DIRECTIONS FOR THIS TASK: Without including any pictures, write out all the entries exactly.

(Body or hand keypoint data)
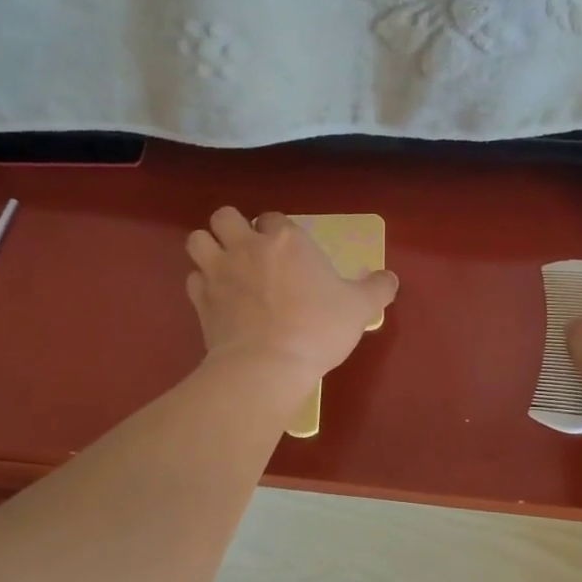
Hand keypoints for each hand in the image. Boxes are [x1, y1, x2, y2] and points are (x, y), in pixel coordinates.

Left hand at [185, 207, 398, 383]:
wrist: (267, 365)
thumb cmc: (318, 329)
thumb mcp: (360, 308)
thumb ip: (377, 288)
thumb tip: (389, 278)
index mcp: (286, 240)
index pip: (274, 218)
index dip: (277, 231)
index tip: (287, 250)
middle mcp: (247, 247)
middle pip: (225, 216)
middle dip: (233, 226)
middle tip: (249, 250)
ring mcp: (218, 271)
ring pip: (197, 239)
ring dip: (208, 247)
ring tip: (223, 266)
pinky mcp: (200, 300)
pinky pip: (192, 279)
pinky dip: (201, 284)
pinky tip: (216, 298)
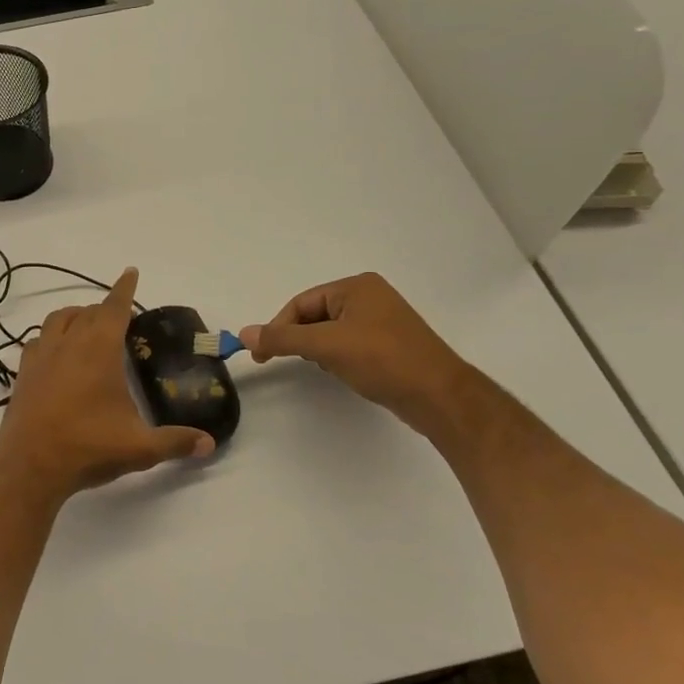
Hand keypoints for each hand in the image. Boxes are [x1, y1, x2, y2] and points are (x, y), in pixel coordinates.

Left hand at [0, 267, 214, 501]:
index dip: (124, 289)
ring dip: (74, 316)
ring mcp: (40, 357)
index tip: (130, 272)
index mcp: (98, 350)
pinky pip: (37, 341)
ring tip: (87, 327)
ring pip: (56, 320)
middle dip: (104, 308)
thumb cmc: (88, 448)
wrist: (30, 468)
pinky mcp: (23, 374)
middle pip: (86, 312)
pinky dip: (50, 337)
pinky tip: (57, 354)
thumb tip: (209, 444)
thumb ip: (176, 442)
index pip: (113, 308)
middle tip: (120, 319)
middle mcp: (67, 344)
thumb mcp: (139, 448)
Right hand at [240, 273, 472, 437]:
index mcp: (356, 286)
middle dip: (300, 338)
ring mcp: (382, 320)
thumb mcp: (326, 346)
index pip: (302, 302)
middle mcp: (370, 297)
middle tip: (286, 361)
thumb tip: (244, 334)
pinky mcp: (389, 344)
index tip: (263, 354)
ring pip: (331, 331)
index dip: (278, 327)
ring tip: (324, 367)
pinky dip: (337, 356)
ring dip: (319, 349)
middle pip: (315, 315)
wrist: (438, 396)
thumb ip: (283, 339)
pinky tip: (342, 372)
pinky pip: (349, 343)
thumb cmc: (382, 360)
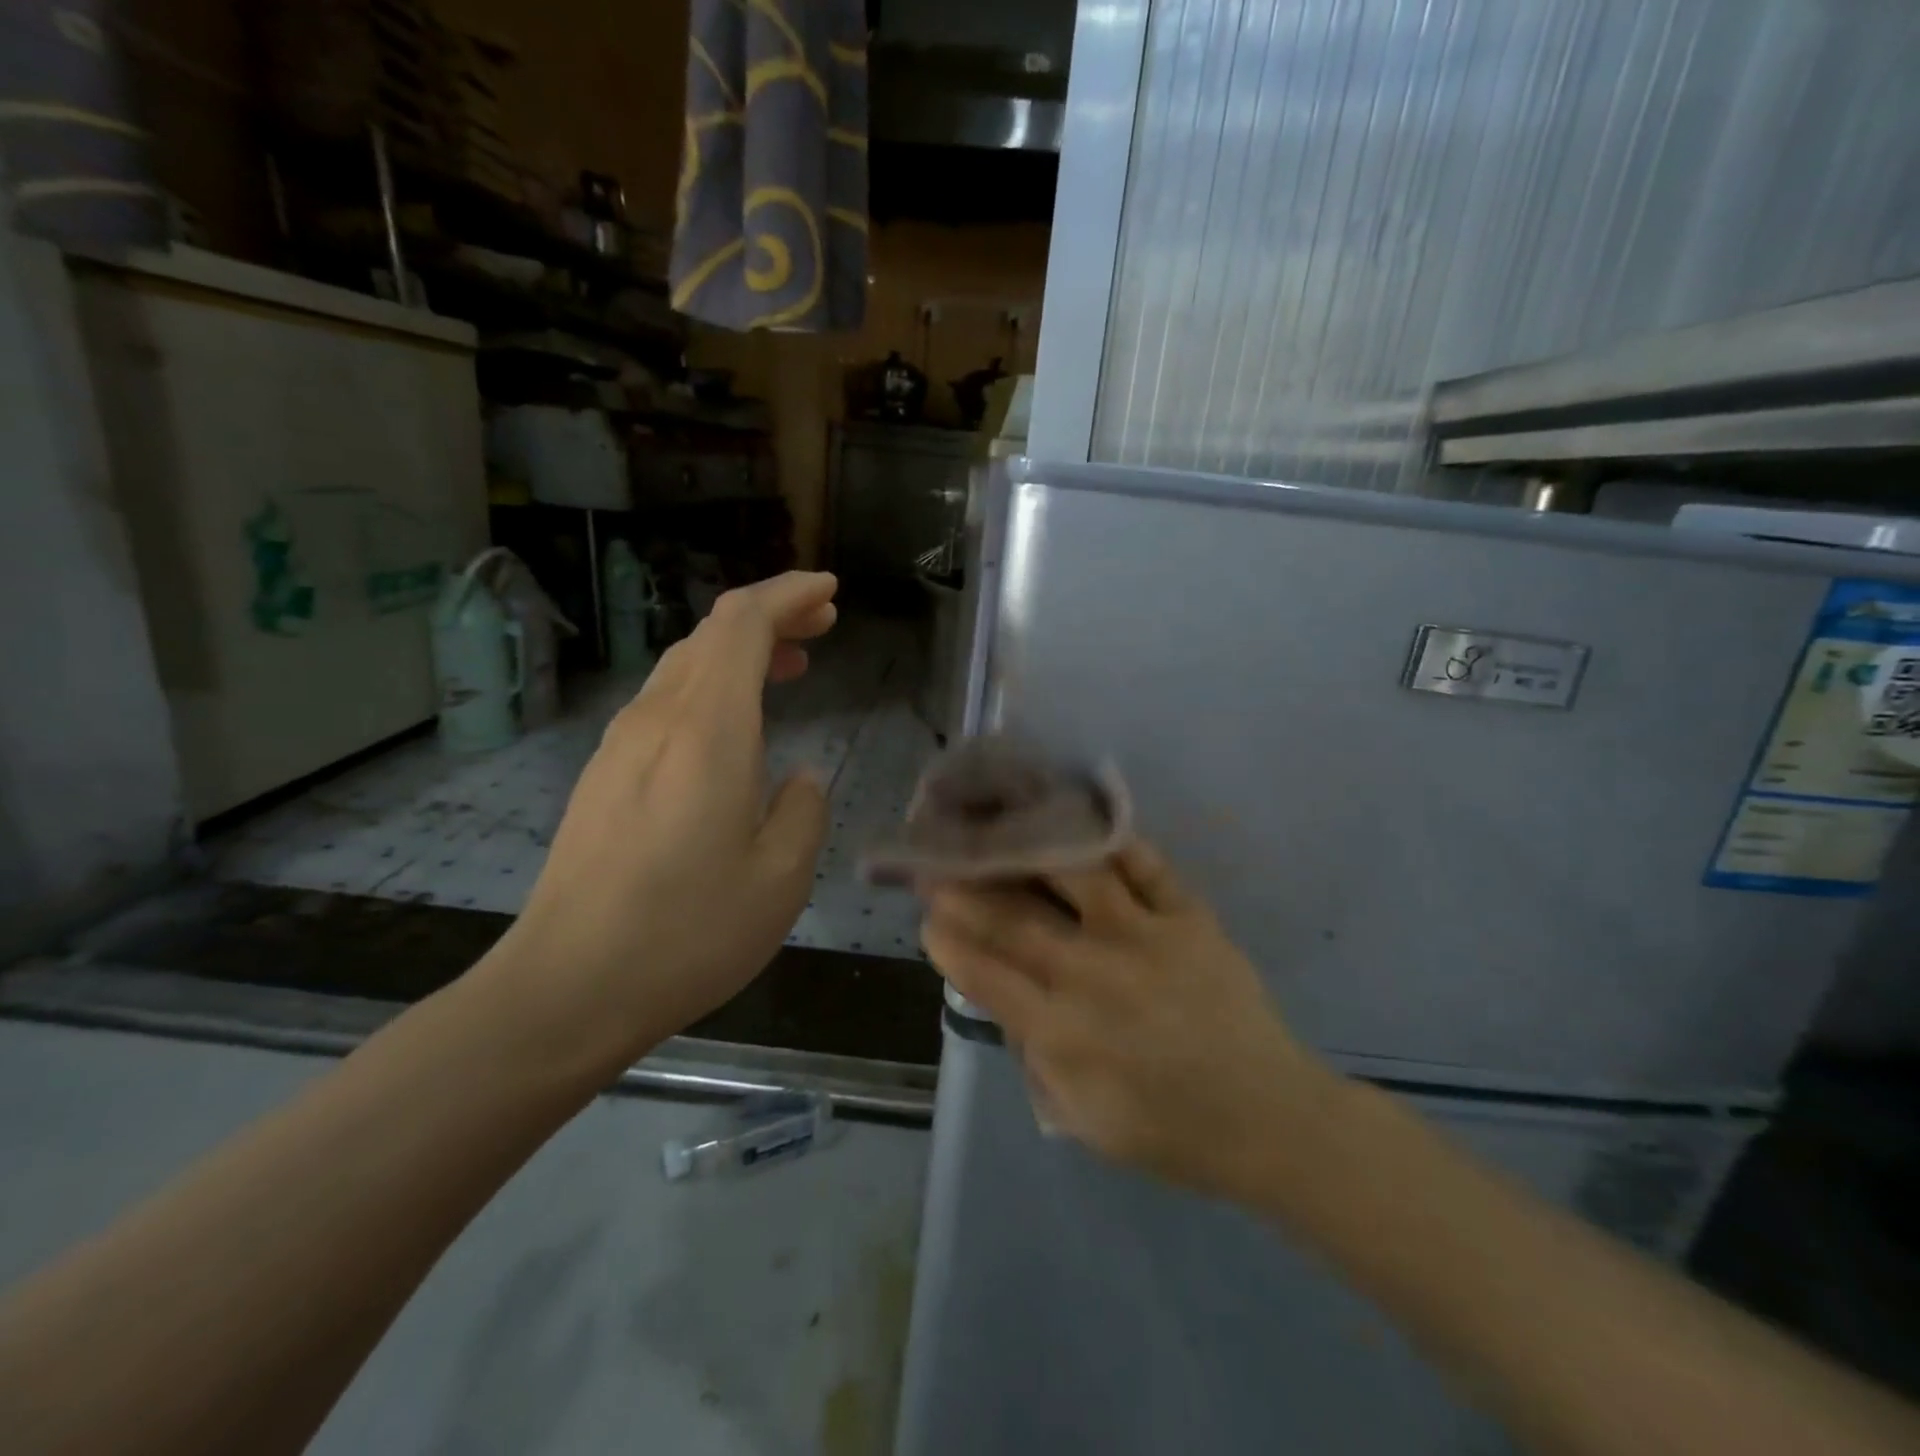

SOLUTION TO THIS TASK:
Hand keypoints for each hand in the image. Boxes are [x1, y1, x2, y2] and points are (x, y), in pixel coordinates.

Left hand at [185, 207, 398, 383]:
wrist: (267, 365)
thumb cmc: (318, 329)
thumb mcp: (360, 308)
thumb ip: (377, 288)
thumb tip: (389, 278)
index mcp: (286, 240)
index pip: (274, 218)
index dip: (277, 231)
index tip: (287, 250)
middle mcp: (247, 247)
middle pip: (225, 216)
middle dip: (233, 226)
middle tip: (249, 250)
ring mcp: (218, 271)
ring pip: (197, 239)
ring dip: (208, 247)
ring tip: (223, 266)
pinky mcp: (200, 300)
pinky pip: (192, 279)
pinky dip: (201, 284)
pinky tip: (216, 298)
Hand keypoints for each hand in the image. Boxes are [x1, y1, x2, y2] and points are (x, y), in pixel coordinates.

Left hand at [0, 267, 214, 501]:
index dip: (124, 289)
ring dip: (74, 316)
ring mcp: (40, 357)
index tip: (130, 272)
index mcp: (98, 350)
pinky pip: (37, 341)
ring tip: (87, 327)
ring pip: (56, 320)
middle dip: (104, 308)
thumb cmc: (88, 448)
wrist: (30, 468)
pinky mcp: (23, 374)
middle pip: (86, 312)
pinky dip: (50, 337)
pinky tip: (57, 354)
thumb tip: (209, 444)
thumb ip: (176, 442)
index pip: (113, 308)
middle tip: (120, 319)
middle mcp: (67, 344)
thumb mcp: (139, 448)
Right hand at [240, 273, 472, 437]:
index mcp: (356, 286)
middle dip: (300, 338)
ring mcp: (382, 320)
thumb mcp: (326, 346)
index pip: (302, 302)
middle mcp: (370, 297)
middle tip: (286, 361)
thumb tip: (244, 334)
pinky mcp: (389, 344)
index tip: (263, 354)
ring pip: (331, 331)
index dip: (278, 327)
ring tip: (324, 367)
pinky dip: (337, 356)
ring dip: (319, 349)
middle pip: (315, 315)
wrist: (438, 396)
thumb ip: (283, 339)
pinky tip: (342, 372)
pinky pip: (349, 343)
thumb cmc: (382, 360)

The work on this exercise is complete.